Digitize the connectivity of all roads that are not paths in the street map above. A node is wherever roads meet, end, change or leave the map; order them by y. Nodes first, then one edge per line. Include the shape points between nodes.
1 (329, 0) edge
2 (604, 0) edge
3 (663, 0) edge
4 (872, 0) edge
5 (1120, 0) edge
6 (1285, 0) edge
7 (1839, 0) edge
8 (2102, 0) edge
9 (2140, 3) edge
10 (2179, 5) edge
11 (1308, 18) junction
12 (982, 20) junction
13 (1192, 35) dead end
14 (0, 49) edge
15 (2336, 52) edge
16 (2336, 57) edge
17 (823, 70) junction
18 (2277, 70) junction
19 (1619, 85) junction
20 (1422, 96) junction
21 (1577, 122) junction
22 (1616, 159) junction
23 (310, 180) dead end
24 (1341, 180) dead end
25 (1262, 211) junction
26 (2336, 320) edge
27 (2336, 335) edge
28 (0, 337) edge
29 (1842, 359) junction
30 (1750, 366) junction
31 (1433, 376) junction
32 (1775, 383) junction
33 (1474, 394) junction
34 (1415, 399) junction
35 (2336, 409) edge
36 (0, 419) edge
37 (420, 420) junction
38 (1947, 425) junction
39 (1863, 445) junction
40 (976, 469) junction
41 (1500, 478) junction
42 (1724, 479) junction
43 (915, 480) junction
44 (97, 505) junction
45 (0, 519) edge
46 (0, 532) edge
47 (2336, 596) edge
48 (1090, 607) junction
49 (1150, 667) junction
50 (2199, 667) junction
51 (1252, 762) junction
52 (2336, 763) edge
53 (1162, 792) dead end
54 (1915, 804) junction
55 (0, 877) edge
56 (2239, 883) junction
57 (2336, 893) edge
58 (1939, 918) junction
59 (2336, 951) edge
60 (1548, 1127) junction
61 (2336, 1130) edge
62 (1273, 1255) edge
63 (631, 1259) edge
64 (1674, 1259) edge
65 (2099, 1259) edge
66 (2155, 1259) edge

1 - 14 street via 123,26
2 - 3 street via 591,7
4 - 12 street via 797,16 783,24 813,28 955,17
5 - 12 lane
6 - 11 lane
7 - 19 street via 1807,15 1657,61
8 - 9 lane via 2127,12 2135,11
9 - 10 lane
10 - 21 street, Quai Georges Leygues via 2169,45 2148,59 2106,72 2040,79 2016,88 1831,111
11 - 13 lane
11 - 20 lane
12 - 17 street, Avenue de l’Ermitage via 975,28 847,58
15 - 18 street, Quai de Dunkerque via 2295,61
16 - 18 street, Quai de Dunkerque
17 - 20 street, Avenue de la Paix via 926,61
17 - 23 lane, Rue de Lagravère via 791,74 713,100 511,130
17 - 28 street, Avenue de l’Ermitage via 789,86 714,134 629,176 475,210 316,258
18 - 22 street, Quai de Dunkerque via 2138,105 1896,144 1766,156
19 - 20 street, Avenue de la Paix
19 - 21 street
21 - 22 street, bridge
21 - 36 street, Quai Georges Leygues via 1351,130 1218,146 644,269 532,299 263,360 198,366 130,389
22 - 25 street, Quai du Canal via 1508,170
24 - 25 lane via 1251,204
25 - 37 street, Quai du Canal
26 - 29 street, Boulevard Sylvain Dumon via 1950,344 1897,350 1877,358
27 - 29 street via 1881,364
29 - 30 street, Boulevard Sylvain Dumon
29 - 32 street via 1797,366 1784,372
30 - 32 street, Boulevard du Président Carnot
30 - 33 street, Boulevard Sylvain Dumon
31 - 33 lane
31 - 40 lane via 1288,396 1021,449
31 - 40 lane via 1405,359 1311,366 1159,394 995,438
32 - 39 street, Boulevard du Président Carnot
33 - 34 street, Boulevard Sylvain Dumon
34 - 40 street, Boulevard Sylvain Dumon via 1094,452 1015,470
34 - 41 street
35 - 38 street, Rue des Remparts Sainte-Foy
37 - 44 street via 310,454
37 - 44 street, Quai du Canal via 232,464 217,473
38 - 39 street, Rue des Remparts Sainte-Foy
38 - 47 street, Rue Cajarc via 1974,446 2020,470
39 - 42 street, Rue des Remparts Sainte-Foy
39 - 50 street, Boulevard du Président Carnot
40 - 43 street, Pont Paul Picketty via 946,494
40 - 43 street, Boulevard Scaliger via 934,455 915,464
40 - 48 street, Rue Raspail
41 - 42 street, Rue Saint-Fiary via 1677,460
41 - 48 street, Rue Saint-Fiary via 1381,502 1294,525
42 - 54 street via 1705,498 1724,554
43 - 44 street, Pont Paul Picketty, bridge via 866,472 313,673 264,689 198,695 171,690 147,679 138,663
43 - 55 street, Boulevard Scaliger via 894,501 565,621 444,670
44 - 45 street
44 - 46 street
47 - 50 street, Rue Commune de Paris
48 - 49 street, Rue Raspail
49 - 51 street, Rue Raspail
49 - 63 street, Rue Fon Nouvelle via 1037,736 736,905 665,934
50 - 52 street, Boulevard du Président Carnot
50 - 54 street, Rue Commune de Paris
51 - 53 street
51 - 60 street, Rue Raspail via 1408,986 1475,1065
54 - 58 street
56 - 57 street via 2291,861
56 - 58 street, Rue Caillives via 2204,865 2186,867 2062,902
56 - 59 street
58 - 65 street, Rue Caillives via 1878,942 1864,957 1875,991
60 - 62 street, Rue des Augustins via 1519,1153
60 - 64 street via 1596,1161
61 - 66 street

★ ★ ★ ★

The string to find is "Carnot"; copy every line of the listing that has it.

▶ _Task answer_:
30 - 32 street, Boulevard du Président Carnot
32 - 39 street, Boulevard du Président Carnot
39 - 50 street, Boulevard du Président Carnot
50 - 52 street, Boulevard du Président Carnot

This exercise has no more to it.